Eric Scott Peabody, Catherine L. Hanna, Austin, TX, for appellee.

Panel consists of Chief Justice Frost, and Justices Boyce and McCally.

OPINION

William J. Boyce, Justice

In three issues, Elie and Rhonda Nassar challenge summary judgment orders in favor of Liberty Mutual Fire Insurance Company, Liberty Mutual Group, Dave Baker, Mary Hamilton, and Marcus Smith (collectively, "Liberty Mutual"). The trial court signed the summary judgment orders in connection with an insurance coverage dispute and an appraisal award arising from damage to the Nassars' residence that occurred when Hurricane Ike struck southeast Texas in September 2008. Collectively, these orders resolve all issues and constitute a final judgment.

We affirm the trial court's judgment.

BACKGROUND

The Nassars own a residence at 4245 Clayhead Road in Richmond, Texas that is situated on six acres. In addition to the residence itself, these six acres contain a system of fences, barns, and outbuildings. Liberty Mutual insured the Nassars' dwelling and other structures pursuant to a Texas Homeowners Policy Form A issued for a policy period beginning on August 2, 2008, and ending on August 8, 2009. This policy was in effect when Hurricane Ike came ashore in September 2008 and caused physical loss to the insured property.

Liberty Mutual issued payments under the policy to the Nassars in November 2008 pertaining to certain physical losses caused by Hurricane Ike.
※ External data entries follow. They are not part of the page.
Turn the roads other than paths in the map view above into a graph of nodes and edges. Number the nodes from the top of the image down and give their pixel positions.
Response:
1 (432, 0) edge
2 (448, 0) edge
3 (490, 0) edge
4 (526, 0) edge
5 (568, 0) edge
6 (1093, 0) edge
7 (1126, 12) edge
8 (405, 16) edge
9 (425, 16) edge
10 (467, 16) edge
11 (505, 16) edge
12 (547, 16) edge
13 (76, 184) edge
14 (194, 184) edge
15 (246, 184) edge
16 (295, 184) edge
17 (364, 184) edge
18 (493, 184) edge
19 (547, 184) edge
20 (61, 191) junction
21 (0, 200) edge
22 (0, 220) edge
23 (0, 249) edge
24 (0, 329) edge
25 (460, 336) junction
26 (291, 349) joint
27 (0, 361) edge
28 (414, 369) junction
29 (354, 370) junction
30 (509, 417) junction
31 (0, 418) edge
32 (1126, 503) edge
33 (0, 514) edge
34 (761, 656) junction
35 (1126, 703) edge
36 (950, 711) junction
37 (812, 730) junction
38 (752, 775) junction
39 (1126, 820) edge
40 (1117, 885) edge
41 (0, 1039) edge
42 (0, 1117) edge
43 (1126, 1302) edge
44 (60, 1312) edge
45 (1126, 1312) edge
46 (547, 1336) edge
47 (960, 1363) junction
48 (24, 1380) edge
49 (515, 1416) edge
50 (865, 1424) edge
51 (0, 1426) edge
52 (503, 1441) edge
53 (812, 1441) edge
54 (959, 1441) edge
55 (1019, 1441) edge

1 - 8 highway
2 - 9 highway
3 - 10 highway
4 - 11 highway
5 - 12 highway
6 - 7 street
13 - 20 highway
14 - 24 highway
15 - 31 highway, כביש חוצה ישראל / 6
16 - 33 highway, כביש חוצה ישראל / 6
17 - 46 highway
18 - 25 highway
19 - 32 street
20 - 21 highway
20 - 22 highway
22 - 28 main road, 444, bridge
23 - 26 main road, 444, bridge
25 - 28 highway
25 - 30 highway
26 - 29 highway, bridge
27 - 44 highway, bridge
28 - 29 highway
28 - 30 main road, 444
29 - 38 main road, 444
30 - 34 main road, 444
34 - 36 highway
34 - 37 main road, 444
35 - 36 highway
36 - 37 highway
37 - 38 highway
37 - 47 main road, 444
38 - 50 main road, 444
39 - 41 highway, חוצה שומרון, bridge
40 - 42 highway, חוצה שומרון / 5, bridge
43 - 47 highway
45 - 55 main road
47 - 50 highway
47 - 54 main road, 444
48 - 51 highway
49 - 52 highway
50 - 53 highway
Liberty Mutual and the Nassars disagreed about coverage for the Nassars' fence under the policy; they also disagreed about amounts owed for covered losses for other damage to the Nassars' dwelling and other structures.

The Nassars sued Liberty Mutual in February 2009 and asserted claims for breach of the homeowners policy; they also asserted a variety of extra-contractual claims based on Liberty Mutual's position regarding coverage of the fence, and its conduct in connection with the Nassars' claim. The trial court signed a summary judgment order in Liberty Mutual's favor on (1) the coverage issue, and (2) the Nassars' extra-contractual claims. Based on this ruling, the only remaining issues involved the parties' disagreements about amounts owed for covered losses for other damage to the Nassars' dwelling and other structures. The trial court granted Liberty Mutual's motion to compel appraisal as to these disputed amounts pursuant to a provision in the homeowners policy. After the appraisal award was issued, the trial court signed a second and final summary judgment in Liberty Mutual's favor in which it determined that no amounts were owed under the policy beyond those already paid.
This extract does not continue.